FrameSLT: A Great FrameMaker Plugin

by Rick Quatro on March 15, 2010

There are many useful FrameMaker plugins out there, but one of my favorites is FrameSLT by West Street Consulting, operated by Russ Ward. I was reminded of how powerful it is when I recently helped a client add structure to a large number of unstructured documents. One issue was a very specific sequence of elements where text nodes needed to be wrapped in <cmdname> elements. In the screenshot below, I have the text nodes indicated by red rectangles. The yellow highlighting indicates the specific context where the text nodes needed to be located.

Doing it by hand would entail searching for <codeph> elements and then visually checking their parent elements to see if the text nodes should be wrapped. This would not be a reasonable approach for hundreds of documents to process. Enter FrameSLT, which allows you to use XPath expressions to search for element/attribute combinations in structured FrameMaker documents. Here is a screenshot of FrameSLT’s “Node Wizard” with the XPath statement in place.

Here is the breakdown of the XPath statement:

//text()

Start at the top of the structure and find unwrapped text nodes.

[parent::codeph]

Make sure the text node is a child of a <codeph> element.

[parent::codeblock]

Make sure the <codeph> element is a child of a <codeblock> element.

[parent::section[@outputclass="cli-syntax"]

Make sure the <codeblock> element is a child of a <section> element, whose outputclass attribute value is “cli-syntax”.
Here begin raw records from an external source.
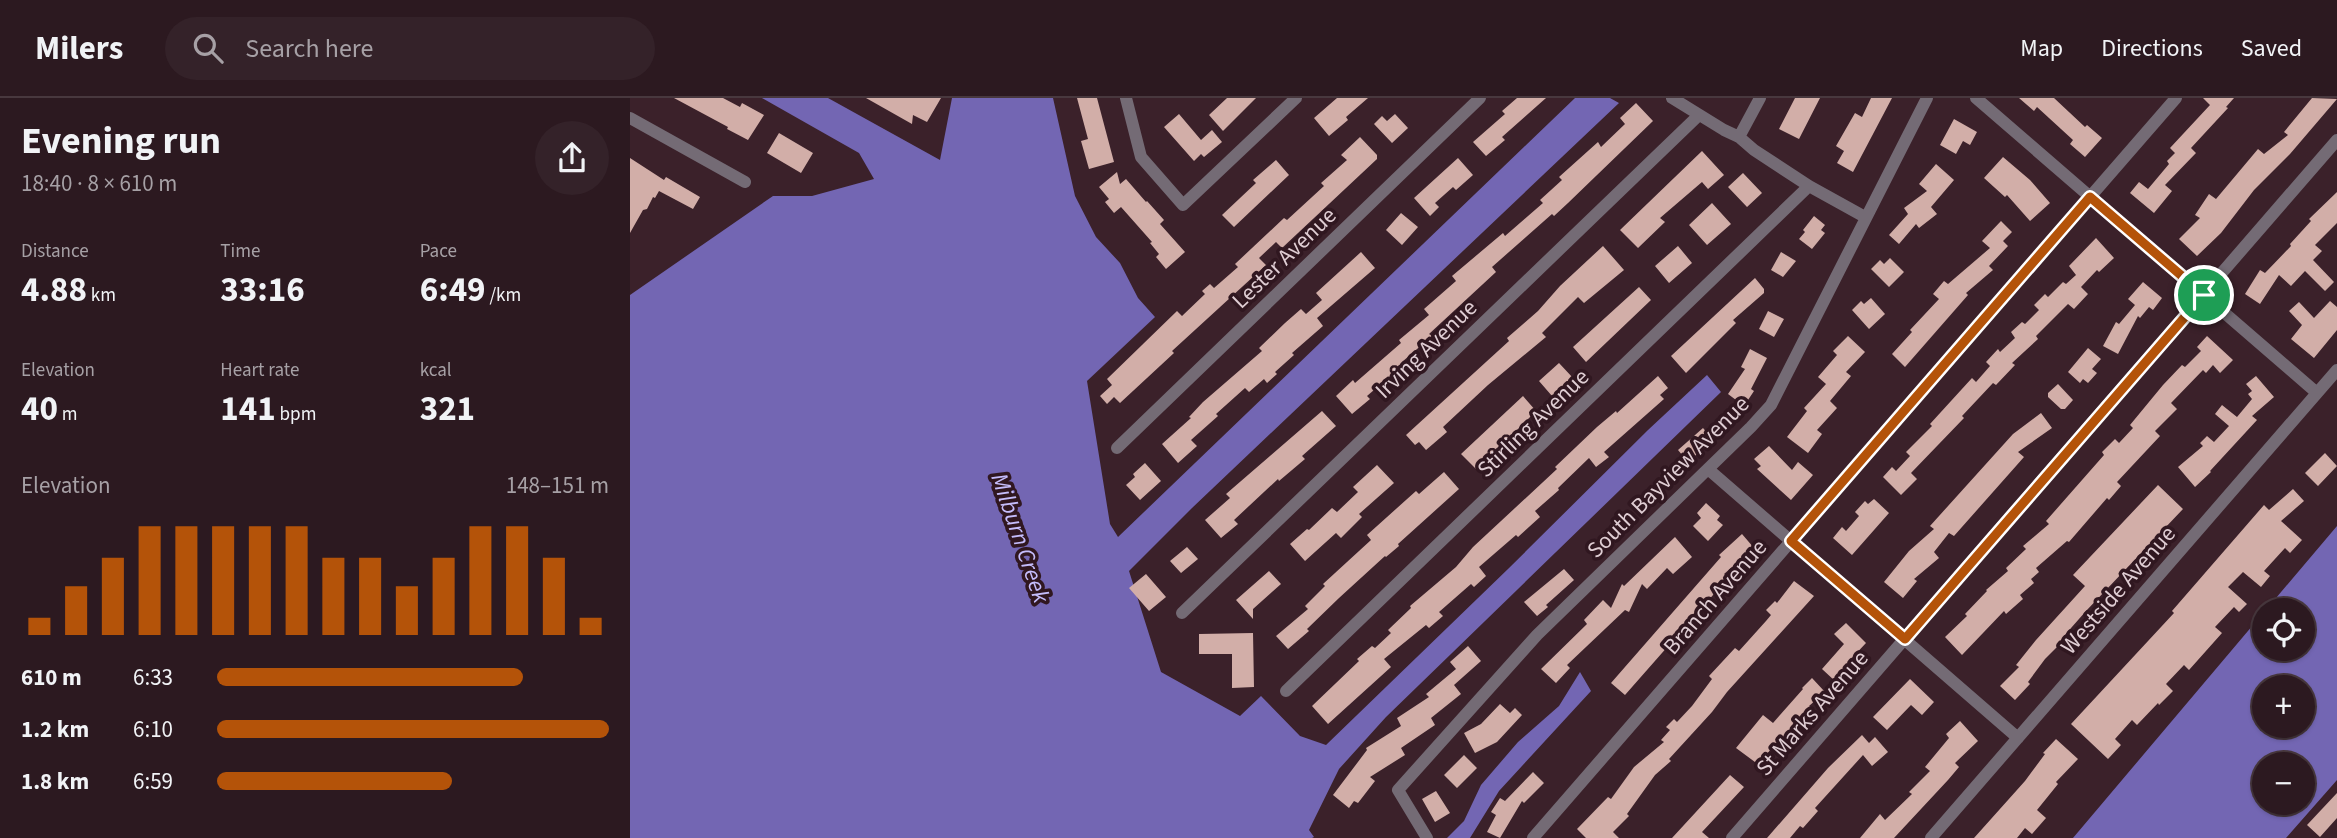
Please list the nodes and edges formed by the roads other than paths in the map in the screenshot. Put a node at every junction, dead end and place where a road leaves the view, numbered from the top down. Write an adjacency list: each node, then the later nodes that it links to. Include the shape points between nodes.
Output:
1 (1126, 98): 2 (street, via 1141,157 1183,205)
2 (1296, 98)
3 (1480, 98): 20 (street, Lester Avenue)
4 (1672, 98): 9 (street)
5 (1760, 98): 11 (street)
6 (1927, 98): 16 (street, South Bayview Avenue)
7 (1976, 98): 15 (street)
8 (2176, 98): 15 (street, Branch Avenue)
9 (1699, 115): 11 (street); 23 (street, Irving Avenue)
10 (630, 118): 13 (street)
11 (1740, 137): 14 (street)
12 (2337, 140): 17 (street, St Marks Avenue)
13 (745, 182)
14 (1809, 186): 16 (street); 25 (street, Stirling Avenue)
15 (2090, 197): 17 (street); 22 (street, Branch Avenue)
16 (1865, 217): 21 (street, South Bayview Avenue, via 1771,405)
17 (2204, 295): 19 (street); 24 (street, St Marks Avenue)
18 (2337, 370): 19 (street, Westside Avenue)
19 (2317, 393): 26 (street, Westside Avenue)
20 (1117, 448)
21 (1708, 469): 22 (street); 27 (street, South Bayview Avenue, via 1537,635 1398,790)
22 (1791, 541): 24 (street); 28 (street, Branch Avenue)
23 (1182, 613)
24 (1905, 639): 26 (street); 29 (street, St Marks Avenue)
25 (1286, 691)
26 (2018, 738): 30 (street, Westside Avenue)
27 (1427, 838)
28 (1533, 838)
29 (1732, 838)
30 (1931, 838)

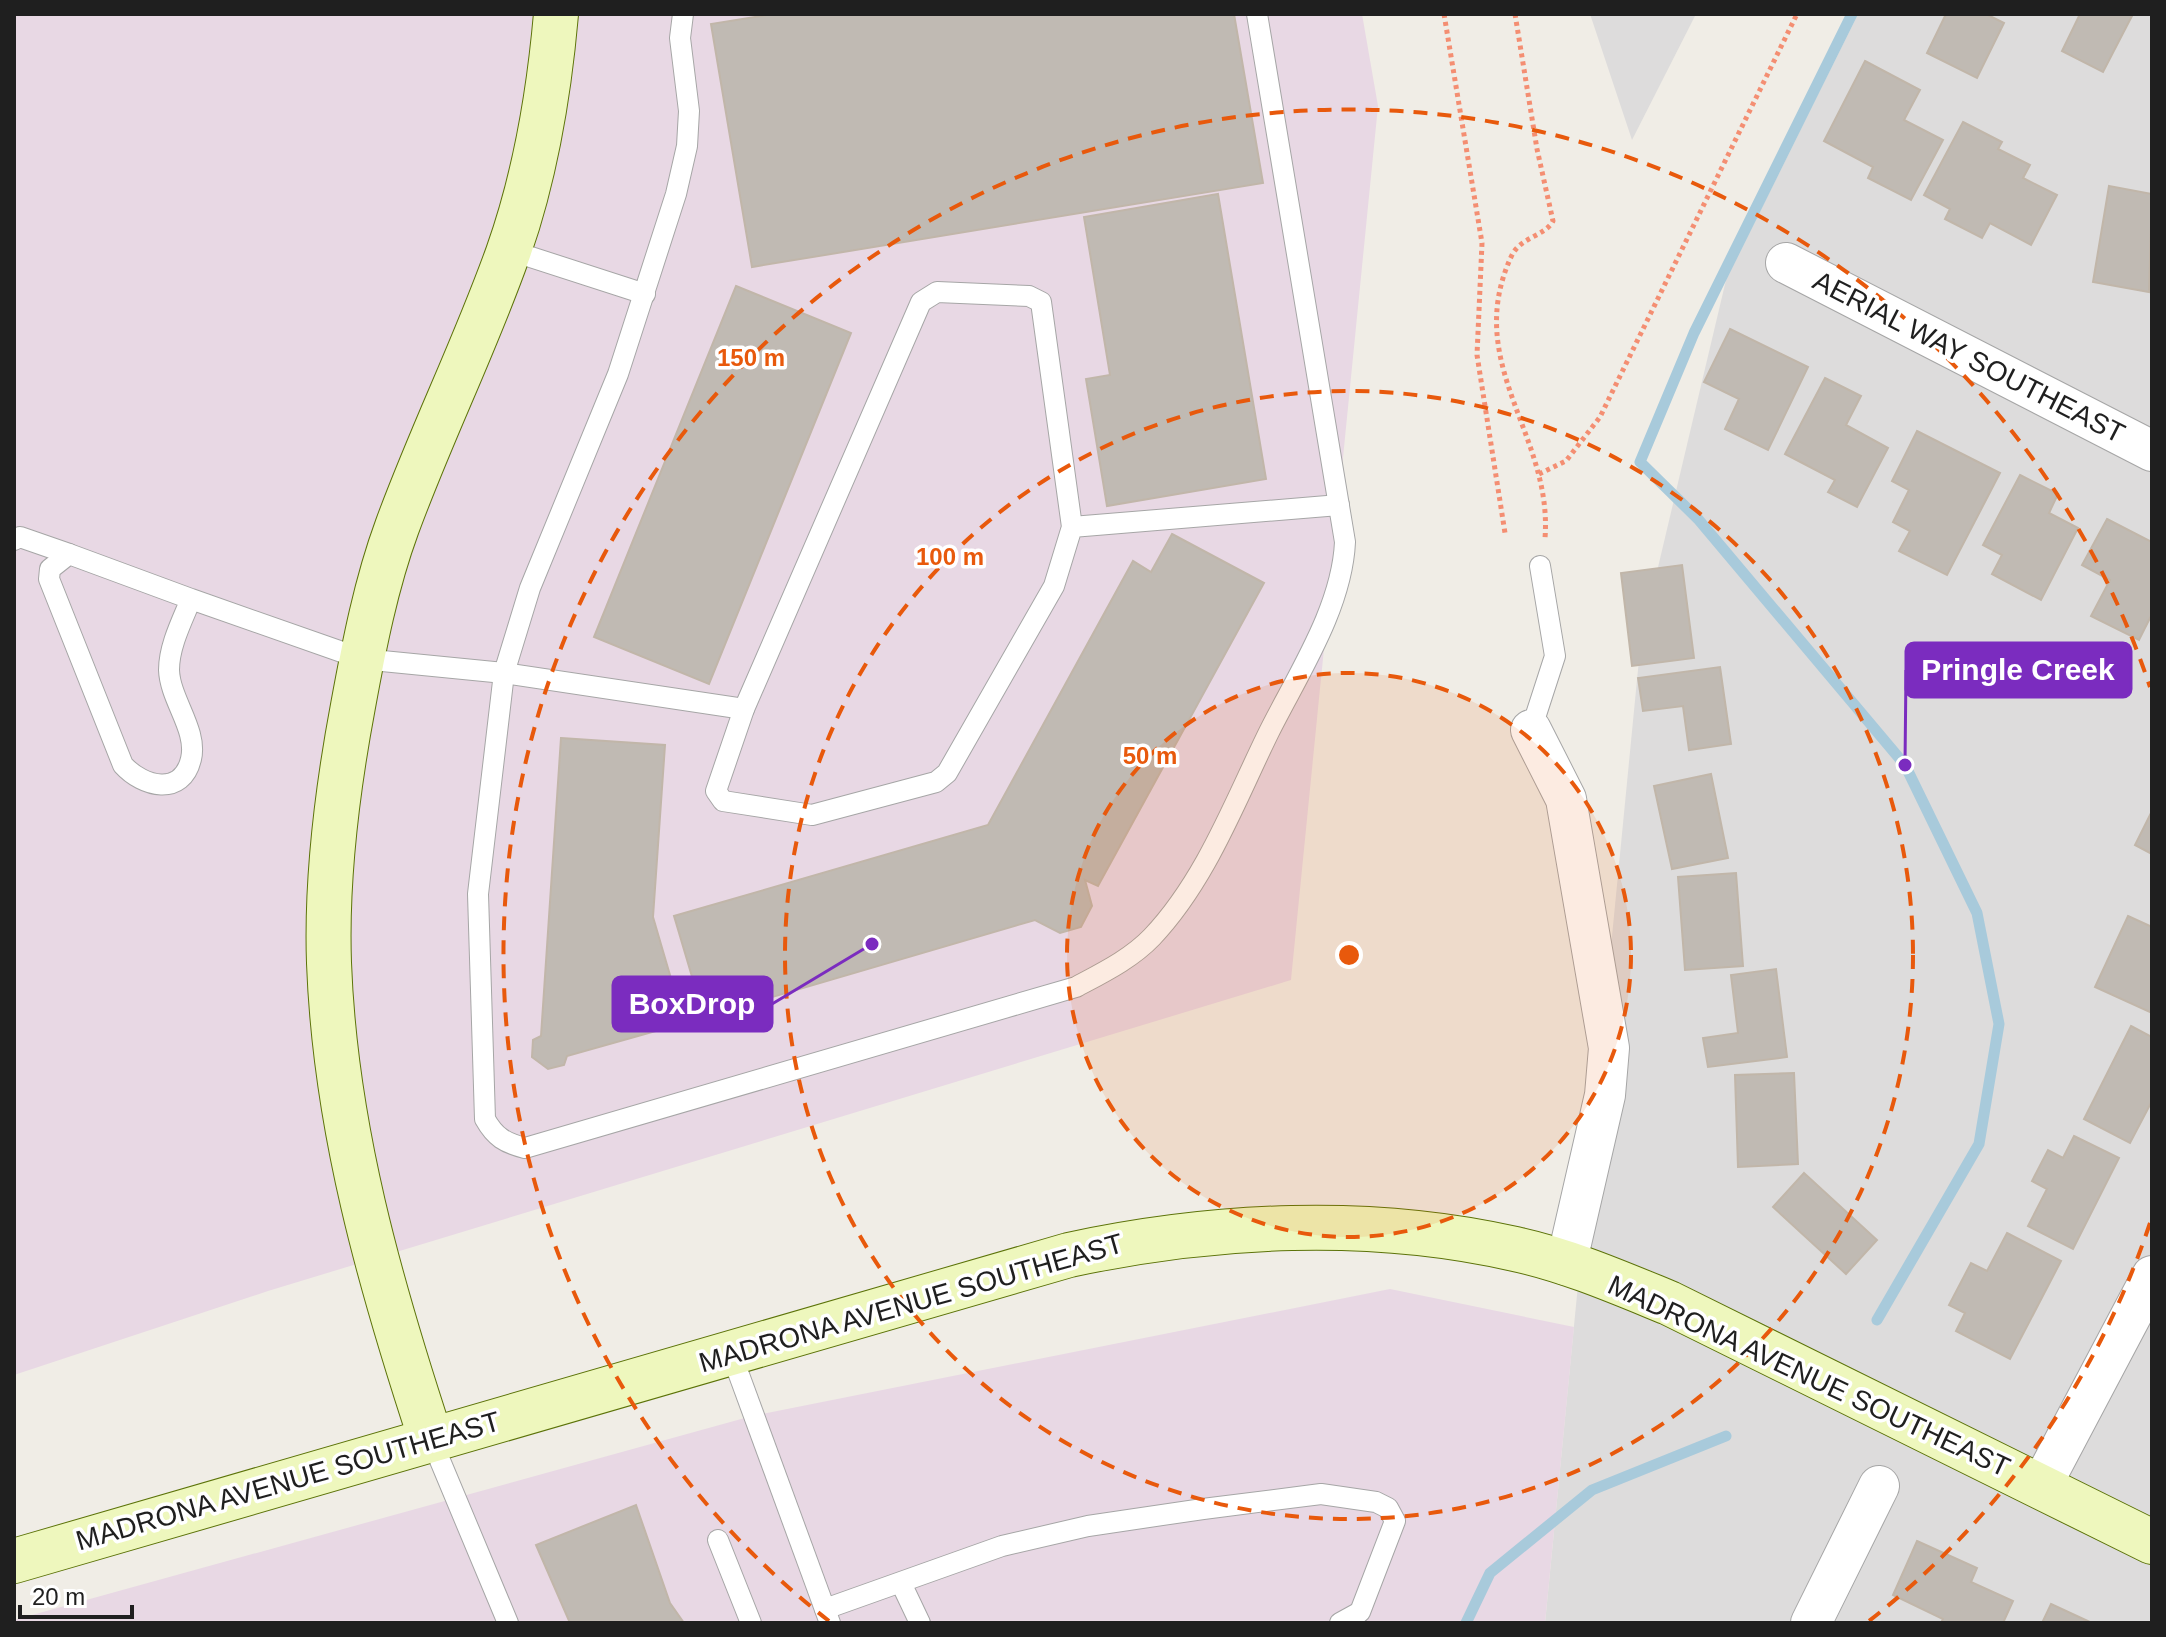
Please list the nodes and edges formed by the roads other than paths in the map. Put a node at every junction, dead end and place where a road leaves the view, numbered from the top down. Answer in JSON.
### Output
{"nodes":[{"id":1,"x":556,"y":14,"type":"edge"},
{"id":2,"x":683,"y":14,"type":"edge"},
{"id":3,"x":1257,"y":14,"type":"edge"},
{"id":4,"x":509,"y":250,"type":"junction"},
{"id":5,"x":1786,"y":263,"type":"dead end"},
{"id":6,"x":645,"y":294,"type":"junction"},
{"id":7,"x":2152,"y":451,"type":"edge"},
{"id":8,"x":1339,"y":505,"type":"junction"},
{"id":9,"x":1072,"y":527,"type":"junction"},
{"id":10,"x":14,"y":540,"type":"edge"},
{"id":11,"x":69,"y":554,"type":"junction"},
{"id":12,"x":1540,"y":566,"type":"road end"},
{"id":13,"x":191,"y":599,"type":"junction"},
{"id":14,"x":362,"y":659,"type":"junction"},
{"id":15,"x":504,"y":673,"type":"junction"},
{"id":16,"x":744,"y":709,"type":"junction"},
{"id":17,"x":1531,"y":730,"type":"joint"},
{"id":18,"x":1566,"y":1265,"type":"junction"},
{"id":19,"x":2152,"y":1276,"type":"edge"},
{"id":20,"x":731,"y":1353,"type":"junction"},
{"id":21,"x":431,"y":1439,"type":"junction"},
{"id":22,"x":1879,"y":1486,"type":"dead end"},
{"id":23,"x":2041,"y":1486,"type":"junction"},
{"id":24,"x":718,"y":1540,"type":"dead end"},
{"id":25,"x":2152,"y":1542,"type":"edge"},
{"id":26,"x":14,"y":1561,"type":"edge"},
{"id":27,"x":901,"y":1583,"type":"junction"},
{"id":28,"x":827,"y":1616,"type":"edge"},
{"id":29,"x":508,"y":1623,"type":"edge"},
{"id":30,"x":751,"y":1623,"type":"edge"},
{"id":31,"x":920,"y":1623,"type":"edge"},
{"id":32,"x":1340,"y":1623,"type":"edge"},
{"id":33,"x":1811,"y":1623,"type":"edge"}],
"edges":[{"from":1,"to":4,"type":"main road"},
{"from":2,"to":6,"type":"lane"},
{"from":3,"to":8,"type":"lane"},
{"from":4,"to":6,"type":"lane"},
{"from":4,"to":14,"type":"main road"},
{"from":5,"to":7,"type":"street","name":"AERIAL WAY SOUTHEAST"},
{"from":6,"to":15,"type":"lane"},
{"from":8,"to":9,"type":"lane"},
{"from":8,"to":15,"type":"lane"},
{"from":9,"to":16,"type":"lane"},
{"from":9,"to":16,"type":"lane"},
{"from":10,"to":11,"type":"lane"},
{"from":11,"to":13,"type":"lane"},
{"from":11,"to":13,"type":"lane"},
{"from":12,"to":17,"type":"lane"},
{"from":13,"to":14,"type":"lane"},
{"from":14,"to":15,"type":"lane"},
{"from":14,"to":21,"type":"main road"},
{"from":15,"to":16,"type":"lane"},
{"from":17,"to":18,"type":"street"},
{"from":18,"to":20,"type":"main road","name":"MADRONA AVENUE SOUTHEAST"},
{"from":18,"to":23,"type":"main road","name":"MADRONA AVENUE SOUTHEAST"},
{"from":19,"to":23,"type":"street"},
{"from":20,"to":21,"type":"main road","name":"MADRONA AVENUE SOUTHEAST"},
{"from":20,"to":28,"type":"lane"},
{"from":21,"to":26,"type":"main road","name":"MADRONA AVENUE SOUTHEAST"},
{"from":21,"to":29,"type":"lane"},
{"from":22,"to":33,"type":"street"},
{"from":23,"to":25,"type":"main road","name":"MADRONA AVENUE SOUTHEAST"},
{"from":24,"to":30,"type":"lane"},
{"from":27,"to":28,"type":"lane"},
{"from":27,"to":31,"type":"lane"},
{"from":27,"to":32,"type":"lane"}]}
As you can see, XPath lets you be very specific with the elements and attributes that you are trying to locate.

If you look at the lower highlighting on the Node Wizard screenshot above, you can see that FrameSLT lets you perform actions on the elements that it finds. In this case, we want to wrap the text nodes in <cmdname> elements. FrameSLT can perform this operation on hundreds of text nodes in seconds; the results are shown in yellow below.

FrameSLT has a bunch of other useful features that we won’t go into here. Try out the demo version and you will discover more powerful tools for working with structured FrameMaker documents.

One more thing to mention for FrameScript users: FrameSLT can be controlled by FrameScript scripts and FDK clients. This gives you the capability to use XPath in your scripts (and plugins), which greatly simplifies the code required for locating elements and attributes. For more information, visit West Street Consulting.

– Rick

{ 7 comments… read them below or add one }

Yves Barbion March 16, 2010 at 3:17 am

Great post, Rick! Indeed, I’ve heard good things about FrameSLT too.

Michael Müller-Hillebrand March 16, 2010 at 4:37 am

Yes, yes, yes. FrameSLT as a power tool for anyone who has to maintain structured documents!

Two remarks: If you get more advanced you will notice »Node Wizard Scripts« which allow you to combine multiple element and attribute actions. I recently cleaned up a 1000+ pages book after migrating from format-based to structured FrameMaker and made a screenshot showing 23,000+ successful actions! See

http://cap-studio.de/wp/?p=2121

XPath is powerful, so there are always multiple options to write an expression. To tackle the task above I would have used this expression:

//section[@outputclass="cli-syntax"]/codeblock/codeph/text()

Spread the word about the power of XPath!

Russ Ward March 16, 2010 at 8:33 am

Thank you Rick, a very complimentary and flattering post. To Michael, please stop using it for giant books with a zillion node modifications. You are making me nervous.

admin March 16, 2010 at 9:08 am

Yes, Michael, your XPath expression would likely be more efficient, as well as easier to understand. Thanks for your feedback.

Simon Bate March 16, 2010 at 10:40 am

Thanks for the pointer, Rick! In my spare time I’ve been toying around with writing a set of XPath functions for FrameScript. This seems like everything I wanted and more.

Roger Shuttleworth March 22, 2010 at 10:43 am

No need to worry, Russ. I’ve used FrameSLT (specifically the Node Wizard) for a few years, and it has saved me untold hours of work. Works like a charm.

Tom Shaide September 2, 2010 at 4:50 pm

Also try Mindtouch. I couldn’t get IT to dedicate a server for Framemaker server, they said we were only approved to have “desktop tools” for our jobs. We cut IT out of the loop and spun up an instance of MindTouch 2010 in the cloud (www.mindtouch.com) – No IT involvement and we’re publishing directly to the internet now. And, it ended up being cheaper.